The protesters from Occupy Wall Street have adopted the slogan "We Are the 99%", sometimes expressed by other variations in phrasing. The idea being that "corporatism" and capitalism have resulted in the increase of the "wealth gap" so that the very rich (the 1%) have gotten even richer at the expense of everyone else (the 99%).
Where to begin?
The largest problem with this reasoning is the conception of wealth as some pre-existing thing that society must determine how to distribute. When in reality wealth is created, and primarily created by those who end up with the larger portion of the money. And it ignores the fact that while the gap may increase, the total amount of wealth available is often increasing at the same time, leaving everyone better off in the end. So the notion that an increasing wealth gap is necessarily indicative of some injustice is bogus from the start.
In addition to this, the top 1% is an arbitrary and meaningless distinction. The top 1% is not even the same group of persons year to year, so noting disparities between the top 1% and everyone else tells you nothing about what is happening to actual, individual human beings within those groups. 100 who were in the top 1% might fall out, while 100 others -- slightly richer -- displace them, while the bottom, say, 50% need not be adversely affected by this shuffling at all, yet the 'wealth gap' will have thereby increased. So this pet metric that Occupy Wall Street, and much of the media, spend so much time agonizing over is largely irrelevant.

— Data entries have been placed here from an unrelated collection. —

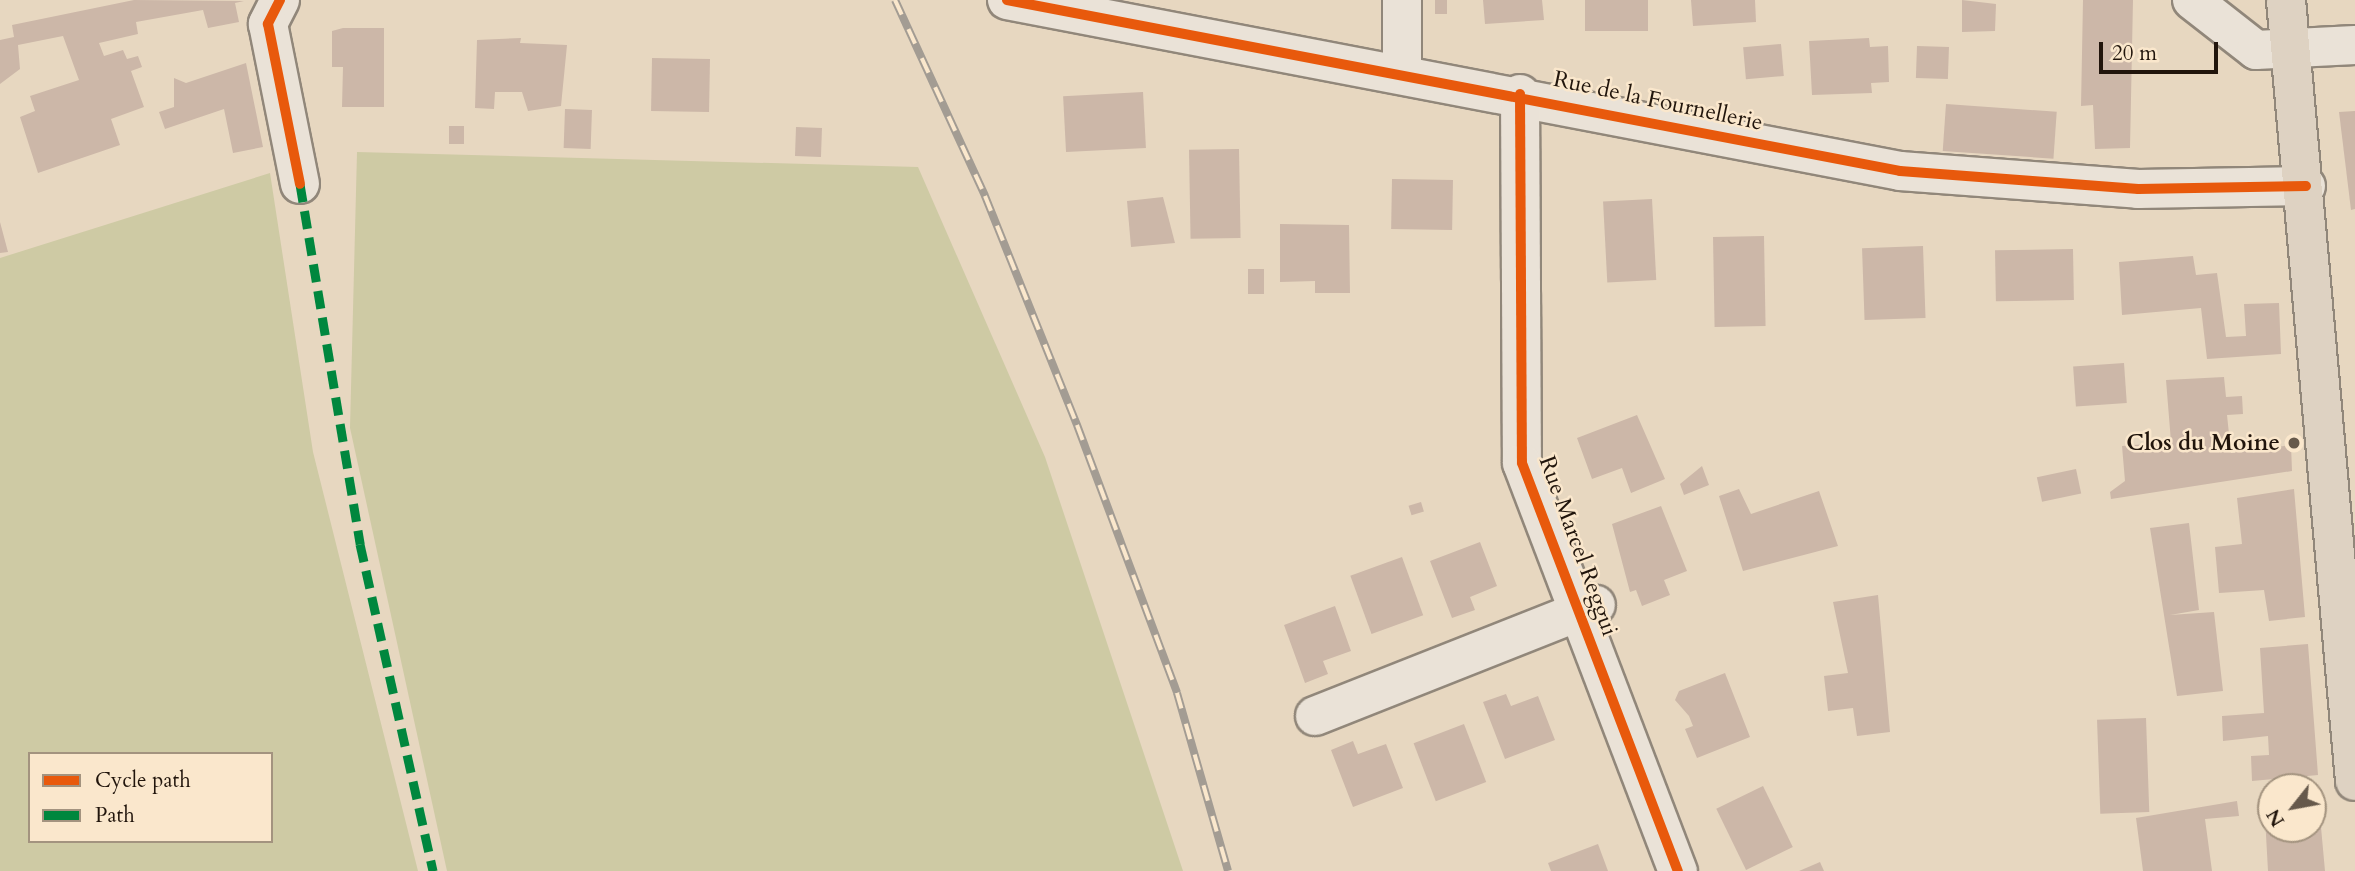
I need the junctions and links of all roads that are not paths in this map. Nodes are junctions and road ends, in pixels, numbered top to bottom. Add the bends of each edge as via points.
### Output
1 (281, 0) edge
2 (1007, 0) edge
3 (1402, 0) edge
4 (2192, 0) edge
5 (2286, 0) edge
6 (2355, 45) edge
7 (2291, 52) junction
8 (1402, 71) junction
9 (1520, 94) junction
10 (300, 184) dead end
11 (2306, 186) junction
12 (1587, 608) junction
13 (1315, 716) dead end
14 (2355, 781) edge
15 (1678, 871) edge

1 - 10 street via 268,24
2 - 8 street, Rue de la Fournellerie via 1128,27
3 - 8 street
4 - 7 street via 2235,40 2256,50
5 - 7 main road
6 - 7 street
7 - 11 main road
8 - 9 street, Rue de la Fournellerie
9 - 11 street, Rue de la Fournellerie via 1900,171 2138,189
9 - 12 street, Rue Marcel Reggui via 1522,463
11 - 14 main road
12 - 13 street
12 - 15 street, Rue Marcel Reggui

None of which is to deny the financial troubles of the country today, or to deny the "increasing wealth gap"; it's only to deny that one has anything to do with the other, and therefore to reject the proposed solutions of Occupy Wall Street and the left generally.
Furthermore, even if you did want to admittedly, proudly and giddily engage in class warfare, as Occupy Wall Street seems to want to do, you should choose your arbitrary cut-offs, and your words, more carefully.
If Occupy Wall Street wants to pit the bottom 99% against the top 1%, does that mean that, for example, the top 2-5% of wage earners -- many of whom are millionaires -- are among those who have been neglected and downtrodden by our corrupt and predatory economic system? The suggestion is, of course, quite preposterous, but sometimes facts and logic have to be sacrificed in favor of desirable rhetoric. Ask any decent propagandist.
As for the specific slogan of "We Are the 99%", this would seem to imply that this small but vociferous clan of malcontents speaks for 307 million Americans, yet their numbers aren't yet approaching 50k nationwide. Nor do they even have a plurality of support from the populous at large, forget about the pipe dream of 99% agreeing with them. So, as a plain matter of fact, they are not, in any sense, "the 99%." Of anything.
Of course the greater trouble is not their ill-conceived, arrogant, and presumptuous rhetoric, but the ideology behind it. America has plenty of reasons to be justifiably upset at our current economic situation. But The Tea Party has already expressed these clearly and fully, and aimed those concerns at the actual culprits, while Occupy Wall Street seeks goals that would either exacerbate the problem, or which are already part of The Tea Party platform (such as ending corporate welfare where it actually exists.) Occupy Wall Street needs to fall in with the Tea Party or shut up and go home.